• DIRECTIONS: Nothing but the lines holding the string "Major" should appear in the answer. Copy them from the entries.

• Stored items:
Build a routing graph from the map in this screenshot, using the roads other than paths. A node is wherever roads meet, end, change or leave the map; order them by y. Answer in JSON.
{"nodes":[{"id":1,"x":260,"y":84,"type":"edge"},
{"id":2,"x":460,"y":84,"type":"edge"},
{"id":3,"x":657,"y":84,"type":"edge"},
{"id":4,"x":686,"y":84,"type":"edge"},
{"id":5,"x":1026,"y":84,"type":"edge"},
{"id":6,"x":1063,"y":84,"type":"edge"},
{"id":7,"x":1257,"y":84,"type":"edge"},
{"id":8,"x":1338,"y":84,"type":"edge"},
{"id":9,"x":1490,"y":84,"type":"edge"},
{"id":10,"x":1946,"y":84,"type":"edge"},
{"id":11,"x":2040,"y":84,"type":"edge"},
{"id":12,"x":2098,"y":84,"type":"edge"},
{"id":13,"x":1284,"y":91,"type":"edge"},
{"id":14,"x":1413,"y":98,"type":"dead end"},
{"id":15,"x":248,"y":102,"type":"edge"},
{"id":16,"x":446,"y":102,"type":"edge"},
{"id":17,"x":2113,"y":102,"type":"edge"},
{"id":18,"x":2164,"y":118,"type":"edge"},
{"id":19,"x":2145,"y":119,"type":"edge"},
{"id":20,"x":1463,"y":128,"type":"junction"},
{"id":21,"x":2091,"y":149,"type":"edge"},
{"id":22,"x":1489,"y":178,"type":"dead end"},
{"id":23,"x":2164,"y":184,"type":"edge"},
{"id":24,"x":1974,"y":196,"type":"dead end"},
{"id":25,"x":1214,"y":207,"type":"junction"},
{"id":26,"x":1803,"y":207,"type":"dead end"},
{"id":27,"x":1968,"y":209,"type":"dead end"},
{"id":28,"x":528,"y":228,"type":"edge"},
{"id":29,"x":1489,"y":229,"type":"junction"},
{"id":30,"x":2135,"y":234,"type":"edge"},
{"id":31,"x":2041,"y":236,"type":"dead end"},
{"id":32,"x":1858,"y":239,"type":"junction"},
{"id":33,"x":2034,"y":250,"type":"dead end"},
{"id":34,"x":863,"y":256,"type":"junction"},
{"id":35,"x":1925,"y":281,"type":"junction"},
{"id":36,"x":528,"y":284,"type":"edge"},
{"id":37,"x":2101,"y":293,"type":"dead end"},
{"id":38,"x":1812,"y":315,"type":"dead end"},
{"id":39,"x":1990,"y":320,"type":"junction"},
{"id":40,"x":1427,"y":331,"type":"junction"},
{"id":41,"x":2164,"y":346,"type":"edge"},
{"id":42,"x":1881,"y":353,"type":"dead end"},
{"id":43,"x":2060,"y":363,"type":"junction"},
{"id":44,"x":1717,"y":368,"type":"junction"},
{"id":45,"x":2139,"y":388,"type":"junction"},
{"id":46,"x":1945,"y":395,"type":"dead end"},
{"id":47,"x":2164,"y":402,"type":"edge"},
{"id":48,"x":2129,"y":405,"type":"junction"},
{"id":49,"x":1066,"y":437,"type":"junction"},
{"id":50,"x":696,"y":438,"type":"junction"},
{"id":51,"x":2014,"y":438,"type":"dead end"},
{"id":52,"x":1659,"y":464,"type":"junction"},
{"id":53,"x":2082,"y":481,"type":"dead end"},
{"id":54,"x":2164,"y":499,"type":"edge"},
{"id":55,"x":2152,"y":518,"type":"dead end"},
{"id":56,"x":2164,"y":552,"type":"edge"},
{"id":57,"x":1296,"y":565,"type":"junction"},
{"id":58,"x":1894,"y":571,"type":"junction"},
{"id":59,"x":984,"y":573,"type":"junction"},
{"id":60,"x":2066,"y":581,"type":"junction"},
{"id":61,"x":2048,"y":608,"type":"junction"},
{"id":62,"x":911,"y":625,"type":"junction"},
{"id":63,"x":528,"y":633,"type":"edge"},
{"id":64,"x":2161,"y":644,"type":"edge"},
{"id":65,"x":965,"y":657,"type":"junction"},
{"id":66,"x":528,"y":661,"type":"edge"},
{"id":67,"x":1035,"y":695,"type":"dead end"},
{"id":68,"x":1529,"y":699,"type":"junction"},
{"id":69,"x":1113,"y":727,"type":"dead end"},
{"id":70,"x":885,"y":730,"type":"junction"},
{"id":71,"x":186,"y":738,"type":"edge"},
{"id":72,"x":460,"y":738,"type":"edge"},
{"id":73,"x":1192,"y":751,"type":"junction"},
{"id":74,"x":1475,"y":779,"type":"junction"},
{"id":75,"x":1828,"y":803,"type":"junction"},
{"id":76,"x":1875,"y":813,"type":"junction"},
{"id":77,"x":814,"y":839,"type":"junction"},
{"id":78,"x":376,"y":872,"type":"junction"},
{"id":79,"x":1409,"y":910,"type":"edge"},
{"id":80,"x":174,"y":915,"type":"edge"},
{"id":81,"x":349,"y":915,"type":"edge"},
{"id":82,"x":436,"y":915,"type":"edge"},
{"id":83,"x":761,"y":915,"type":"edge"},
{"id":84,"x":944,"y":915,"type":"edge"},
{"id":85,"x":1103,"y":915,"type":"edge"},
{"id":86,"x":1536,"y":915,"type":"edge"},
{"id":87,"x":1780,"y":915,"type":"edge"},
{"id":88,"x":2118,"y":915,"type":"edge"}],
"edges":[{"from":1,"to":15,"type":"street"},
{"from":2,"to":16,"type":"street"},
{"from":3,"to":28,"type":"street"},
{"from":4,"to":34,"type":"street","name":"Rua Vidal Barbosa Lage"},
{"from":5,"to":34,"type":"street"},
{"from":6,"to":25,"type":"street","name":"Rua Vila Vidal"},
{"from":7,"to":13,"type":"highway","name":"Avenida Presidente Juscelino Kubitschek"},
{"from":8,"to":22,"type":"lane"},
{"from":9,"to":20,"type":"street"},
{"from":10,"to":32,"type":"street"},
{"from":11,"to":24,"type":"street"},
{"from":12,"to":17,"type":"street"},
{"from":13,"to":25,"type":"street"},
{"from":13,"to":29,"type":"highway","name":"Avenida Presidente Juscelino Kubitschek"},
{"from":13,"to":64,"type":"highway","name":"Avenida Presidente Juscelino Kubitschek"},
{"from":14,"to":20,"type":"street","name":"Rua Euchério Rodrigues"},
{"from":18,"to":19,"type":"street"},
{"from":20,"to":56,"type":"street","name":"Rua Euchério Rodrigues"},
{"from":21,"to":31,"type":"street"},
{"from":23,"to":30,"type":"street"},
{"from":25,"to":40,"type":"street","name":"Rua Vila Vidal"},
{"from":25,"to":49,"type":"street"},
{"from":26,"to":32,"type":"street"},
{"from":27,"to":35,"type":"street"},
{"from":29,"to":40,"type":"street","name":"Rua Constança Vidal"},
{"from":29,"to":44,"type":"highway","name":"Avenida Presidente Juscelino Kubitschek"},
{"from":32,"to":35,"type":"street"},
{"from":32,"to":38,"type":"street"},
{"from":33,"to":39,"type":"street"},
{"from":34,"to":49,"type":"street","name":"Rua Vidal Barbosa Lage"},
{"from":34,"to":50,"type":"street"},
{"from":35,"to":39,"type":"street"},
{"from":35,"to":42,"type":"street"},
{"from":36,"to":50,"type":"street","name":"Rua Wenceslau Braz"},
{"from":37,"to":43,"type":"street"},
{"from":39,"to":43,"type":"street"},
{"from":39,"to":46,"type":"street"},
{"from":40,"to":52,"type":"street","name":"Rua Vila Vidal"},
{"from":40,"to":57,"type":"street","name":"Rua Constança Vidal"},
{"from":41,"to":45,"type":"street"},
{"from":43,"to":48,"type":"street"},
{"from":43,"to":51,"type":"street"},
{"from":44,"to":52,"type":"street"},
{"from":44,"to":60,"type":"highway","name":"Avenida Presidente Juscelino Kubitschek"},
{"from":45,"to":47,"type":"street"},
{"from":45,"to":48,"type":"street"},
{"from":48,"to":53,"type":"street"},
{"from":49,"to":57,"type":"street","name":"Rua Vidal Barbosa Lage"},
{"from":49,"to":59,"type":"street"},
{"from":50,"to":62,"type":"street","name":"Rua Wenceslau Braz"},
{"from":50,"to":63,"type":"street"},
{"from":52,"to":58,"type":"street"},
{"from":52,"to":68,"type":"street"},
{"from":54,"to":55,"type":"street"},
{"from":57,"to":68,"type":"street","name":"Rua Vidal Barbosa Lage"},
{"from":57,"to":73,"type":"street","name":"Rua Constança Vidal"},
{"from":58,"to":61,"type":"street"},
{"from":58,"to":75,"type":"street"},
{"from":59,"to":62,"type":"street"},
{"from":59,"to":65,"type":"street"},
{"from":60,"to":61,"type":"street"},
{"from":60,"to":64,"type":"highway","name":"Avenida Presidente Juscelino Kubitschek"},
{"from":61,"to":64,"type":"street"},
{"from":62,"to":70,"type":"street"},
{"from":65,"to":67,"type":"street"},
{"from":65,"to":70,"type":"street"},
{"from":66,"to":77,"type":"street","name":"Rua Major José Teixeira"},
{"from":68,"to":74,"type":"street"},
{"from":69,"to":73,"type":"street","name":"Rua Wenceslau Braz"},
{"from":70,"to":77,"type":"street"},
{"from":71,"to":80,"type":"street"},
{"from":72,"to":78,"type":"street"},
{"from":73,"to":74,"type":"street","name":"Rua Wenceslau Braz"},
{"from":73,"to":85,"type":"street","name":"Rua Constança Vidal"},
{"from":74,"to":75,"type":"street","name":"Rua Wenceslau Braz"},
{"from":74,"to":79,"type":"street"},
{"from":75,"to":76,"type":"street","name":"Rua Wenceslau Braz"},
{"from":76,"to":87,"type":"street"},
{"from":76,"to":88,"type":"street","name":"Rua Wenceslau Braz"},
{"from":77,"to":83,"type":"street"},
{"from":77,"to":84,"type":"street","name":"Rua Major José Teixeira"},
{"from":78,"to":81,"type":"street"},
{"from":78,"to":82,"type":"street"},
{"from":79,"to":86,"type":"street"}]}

• TASK OUTPUT:
{"from":66,"to":77,"type":"street","name":"Rua Major José Teixeira"},
{"from":77,"to":84,"type":"street","name":"Rua Major José Teixeira"},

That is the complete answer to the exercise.